**PROBLEM TO WORK ON:**
In the copy, include no pictures. Reproduce the rest of the entries exactly.

**RECORDS SHOWN:**

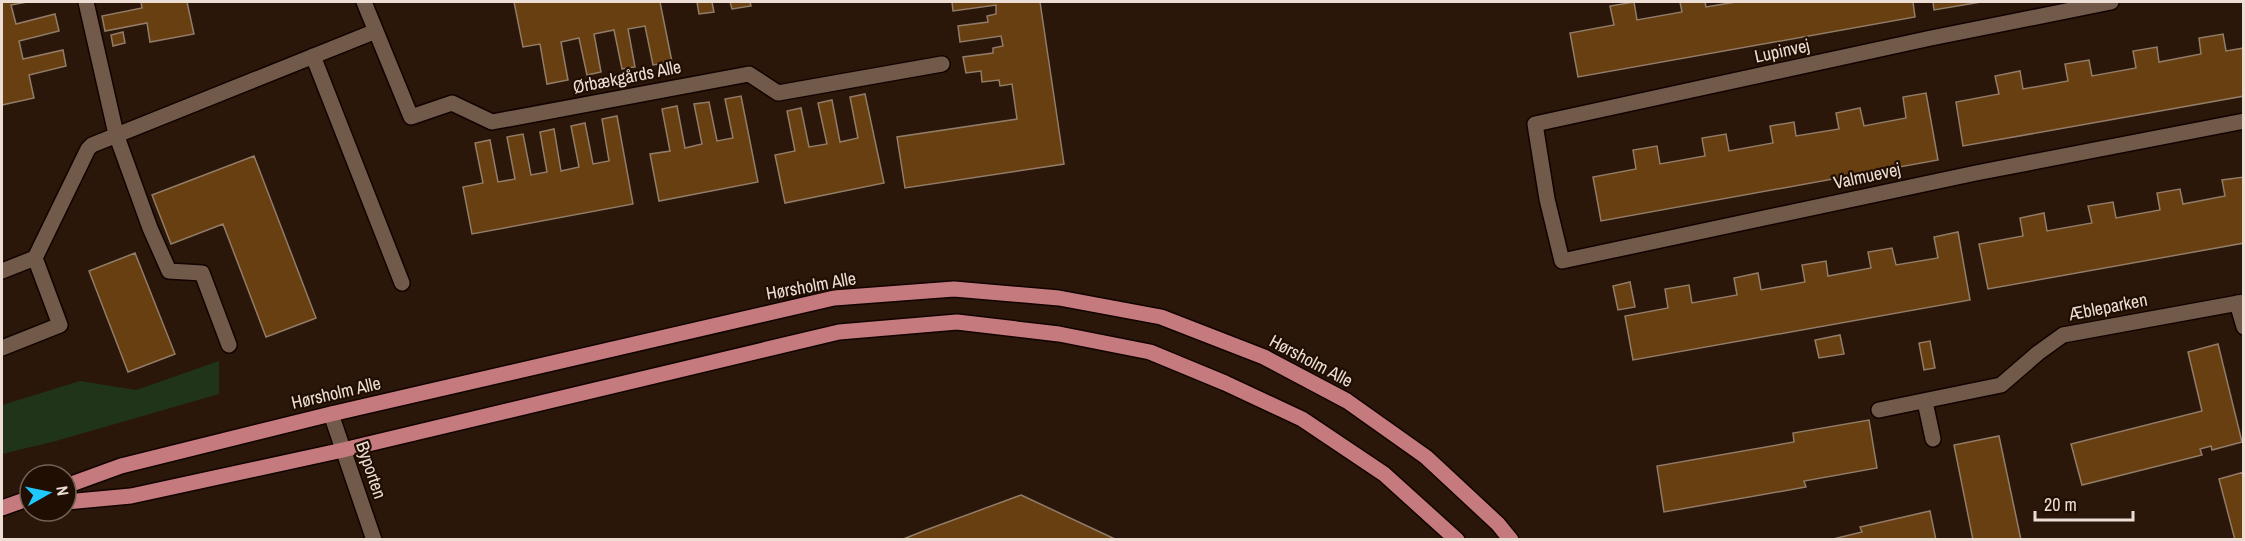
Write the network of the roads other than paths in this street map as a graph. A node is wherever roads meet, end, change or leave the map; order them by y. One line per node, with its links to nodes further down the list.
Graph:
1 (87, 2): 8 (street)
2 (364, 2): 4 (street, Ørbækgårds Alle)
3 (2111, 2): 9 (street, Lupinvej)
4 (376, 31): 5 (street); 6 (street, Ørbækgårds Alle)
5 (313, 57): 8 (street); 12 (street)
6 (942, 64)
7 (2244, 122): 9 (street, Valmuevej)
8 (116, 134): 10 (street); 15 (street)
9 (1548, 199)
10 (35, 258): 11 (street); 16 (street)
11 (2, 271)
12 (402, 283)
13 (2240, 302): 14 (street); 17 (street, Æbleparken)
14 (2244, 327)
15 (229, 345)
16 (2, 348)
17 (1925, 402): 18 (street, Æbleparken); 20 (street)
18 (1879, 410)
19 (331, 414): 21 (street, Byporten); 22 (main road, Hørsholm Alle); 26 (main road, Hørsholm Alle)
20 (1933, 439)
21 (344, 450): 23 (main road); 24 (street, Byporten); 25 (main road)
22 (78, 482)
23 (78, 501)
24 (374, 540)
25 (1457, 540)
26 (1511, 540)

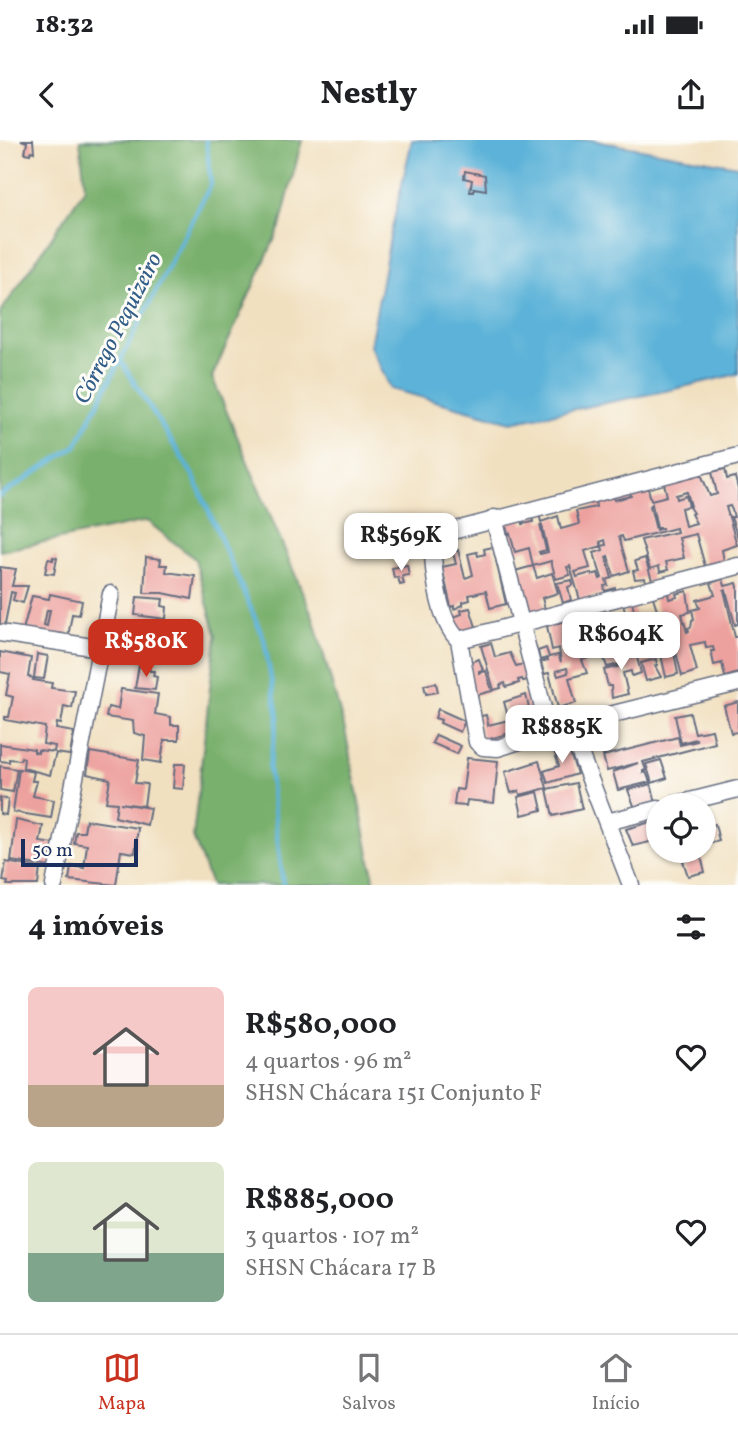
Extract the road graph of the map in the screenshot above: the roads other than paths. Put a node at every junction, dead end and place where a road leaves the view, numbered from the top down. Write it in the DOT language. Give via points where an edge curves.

**TASK OUTPUT:**
Write the network of the roads other than paths in this street map as a graph. A node is wherever roads meet, end, change or leave the map; order them by y. One line per node, with its links to nodes further down the list.
Graph:
1 (87, 2): 8 (street)
2 (364, 2): 4 (street, Ørbækgårds Alle)
3 (2111, 2): 9 (street, Lupinvej)
4 (376, 31): 5 (street); 6 (street, Ørbækgårds Alle)
5 (313, 57): 8 (street); 12 (street)
6 (942, 64)
7 (2244, 122): 9 (street, Valmuevej)
8 (116, 134): 10 (street); 15 (street)
9 (1548, 199)
10 (35, 258): 11 (street); 16 (street)
11 (2, 271)
12 (402, 283)
13 (2240, 302): 14 (street); 17 (street, Æbleparken)
14 (2244, 327)
15 (229, 345)
16 (2, 348)
17 (1925, 402): 18 (street, Æbleparken); 20 (street)
18 (1879, 410)
19 (331, 414): 21 (street, Byporten); 22 (main road, Hørsholm Alle); 26 (main road, Hørsholm Alle)
20 (1933, 439)
21 (344, 450): 23 (main road); 24 (street, Byporten); 25 (main road)
22 (78, 482)
23 (78, 501)
24 (374, 540)
25 (1457, 540)
26 (1511, 540)

Extract the road graph of the map in the screenshot above: the roads other than paths. Put a node at every junction, dead end and place where a road leaves the view, numbered from the top down. Write it in the DOT language. Give via points where an edge curves.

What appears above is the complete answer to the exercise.